Не только бюсты и памятники знаменитых россиян, равно как и «простых работяг», составляли суть многолетнего творчества Леонида Владимировича, прожившего 83 года. Отдельная песня, хотя и с печальными нотками — выполненные им надгробия. Их немало на погостах Александра-Невской лавры, Литераторских мостков (Волково кладбище). Каждое — подлинное произведение искусства. Как, например, памятник на могиле Глеба Успенского (1908), где популярнейший русский журналист сидит с папиросой в руке. Что очень не понравилось родственникам усопшего, требовавшим убрать папиросу. «Житейские мелочи на кладбищенском памятнике невозможны», — уверяли они. Решил проблему одной короткой фразой писатель Короленко: «Не могу представить Глеба без папиросы»...

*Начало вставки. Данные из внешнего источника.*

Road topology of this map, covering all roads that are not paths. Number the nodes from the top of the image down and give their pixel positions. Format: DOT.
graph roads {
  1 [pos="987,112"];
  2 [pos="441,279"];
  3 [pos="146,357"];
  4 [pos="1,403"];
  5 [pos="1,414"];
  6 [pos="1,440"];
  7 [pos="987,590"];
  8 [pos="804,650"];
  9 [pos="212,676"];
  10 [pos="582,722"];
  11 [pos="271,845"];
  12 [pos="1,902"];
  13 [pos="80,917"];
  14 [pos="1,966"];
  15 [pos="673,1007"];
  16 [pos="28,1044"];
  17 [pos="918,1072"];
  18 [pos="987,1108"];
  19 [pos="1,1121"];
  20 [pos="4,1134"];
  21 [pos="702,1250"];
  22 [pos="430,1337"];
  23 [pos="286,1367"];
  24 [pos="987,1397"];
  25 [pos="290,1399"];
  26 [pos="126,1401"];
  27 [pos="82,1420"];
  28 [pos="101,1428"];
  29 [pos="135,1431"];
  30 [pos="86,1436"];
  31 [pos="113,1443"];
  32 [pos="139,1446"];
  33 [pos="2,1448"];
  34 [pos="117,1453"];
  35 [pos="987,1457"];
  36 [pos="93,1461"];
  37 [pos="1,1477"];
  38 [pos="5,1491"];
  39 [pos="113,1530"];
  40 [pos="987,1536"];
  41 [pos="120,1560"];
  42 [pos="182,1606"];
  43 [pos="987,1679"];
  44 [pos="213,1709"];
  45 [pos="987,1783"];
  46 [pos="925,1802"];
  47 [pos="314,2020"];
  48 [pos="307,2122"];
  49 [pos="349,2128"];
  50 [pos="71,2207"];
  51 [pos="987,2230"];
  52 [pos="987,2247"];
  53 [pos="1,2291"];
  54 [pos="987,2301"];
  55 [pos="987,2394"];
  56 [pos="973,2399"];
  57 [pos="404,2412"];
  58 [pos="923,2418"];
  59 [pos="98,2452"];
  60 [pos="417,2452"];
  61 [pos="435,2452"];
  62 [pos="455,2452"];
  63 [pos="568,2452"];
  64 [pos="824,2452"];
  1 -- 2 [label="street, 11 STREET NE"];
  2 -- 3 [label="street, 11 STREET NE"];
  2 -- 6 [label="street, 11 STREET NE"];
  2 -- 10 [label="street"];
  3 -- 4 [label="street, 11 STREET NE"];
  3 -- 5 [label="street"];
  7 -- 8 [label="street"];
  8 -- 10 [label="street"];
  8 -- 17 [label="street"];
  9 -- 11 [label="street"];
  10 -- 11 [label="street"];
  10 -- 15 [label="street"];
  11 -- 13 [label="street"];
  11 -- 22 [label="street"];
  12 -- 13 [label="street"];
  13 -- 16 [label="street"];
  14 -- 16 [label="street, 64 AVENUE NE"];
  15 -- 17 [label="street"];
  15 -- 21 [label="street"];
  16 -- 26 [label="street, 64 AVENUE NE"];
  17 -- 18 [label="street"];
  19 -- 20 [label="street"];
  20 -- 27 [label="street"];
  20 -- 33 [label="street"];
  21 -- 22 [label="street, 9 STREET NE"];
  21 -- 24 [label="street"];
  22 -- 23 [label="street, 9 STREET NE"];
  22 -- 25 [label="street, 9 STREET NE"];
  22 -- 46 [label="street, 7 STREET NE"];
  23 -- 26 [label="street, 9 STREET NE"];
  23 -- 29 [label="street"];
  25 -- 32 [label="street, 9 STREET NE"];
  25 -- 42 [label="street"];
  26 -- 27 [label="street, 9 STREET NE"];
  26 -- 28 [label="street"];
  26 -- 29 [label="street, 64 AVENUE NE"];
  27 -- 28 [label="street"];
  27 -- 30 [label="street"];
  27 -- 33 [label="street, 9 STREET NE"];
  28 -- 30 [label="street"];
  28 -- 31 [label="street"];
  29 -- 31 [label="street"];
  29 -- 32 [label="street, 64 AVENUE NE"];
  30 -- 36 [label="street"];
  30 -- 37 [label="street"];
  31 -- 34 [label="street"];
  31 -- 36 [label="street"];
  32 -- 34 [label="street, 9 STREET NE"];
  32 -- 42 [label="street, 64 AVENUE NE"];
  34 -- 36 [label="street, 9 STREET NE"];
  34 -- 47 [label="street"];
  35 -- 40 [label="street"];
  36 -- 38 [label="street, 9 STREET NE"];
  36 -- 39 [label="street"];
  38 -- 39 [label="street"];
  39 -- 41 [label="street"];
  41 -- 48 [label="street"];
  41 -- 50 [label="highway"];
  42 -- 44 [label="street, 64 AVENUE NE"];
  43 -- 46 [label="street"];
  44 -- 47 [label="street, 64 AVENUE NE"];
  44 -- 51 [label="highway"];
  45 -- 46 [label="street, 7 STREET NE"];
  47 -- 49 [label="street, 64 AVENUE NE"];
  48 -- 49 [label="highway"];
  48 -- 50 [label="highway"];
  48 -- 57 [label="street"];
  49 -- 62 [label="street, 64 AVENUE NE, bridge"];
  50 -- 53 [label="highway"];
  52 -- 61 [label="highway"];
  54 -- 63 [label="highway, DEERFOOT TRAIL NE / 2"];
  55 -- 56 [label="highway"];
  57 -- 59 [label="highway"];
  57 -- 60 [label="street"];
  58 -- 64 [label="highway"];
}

— Это был яркий, сильный мастер, — сказала «Труду» завотделом скульптуры Русского музея Елена Карпова. — Немного затерявшийся во времени, к сожалению. А ведь у него было много интересных работ, составивших творческое богатство нашей страны. Он, например, любил сочетать в работе разные материалы и цвета. Характерный пример — памятник известному терапевту, инфекционисту, организатору здравоохранения Глебу Ивашенцову. Сам памятник мраморный, а голова, руки и галстук — в бронзе. Работал Леонид Владимирович практически до последних лет жизни. Этой экспозицией, надеюсь, мы вернем ему место в ряду выдающихся скульпторов России ХХ века.
P.S. Нынешняя выставка — лишь вторая, посвященная творчеству Шервуда. Первая прошла в 1952 году еще при его жизни. К счастью, наследники скульптора с готовностью помогли устроителям, предоставив из семейной коллекции документы, фотографии, письма, некоторые художественные работы. Продлится выставка в Русском музее до 3 июля.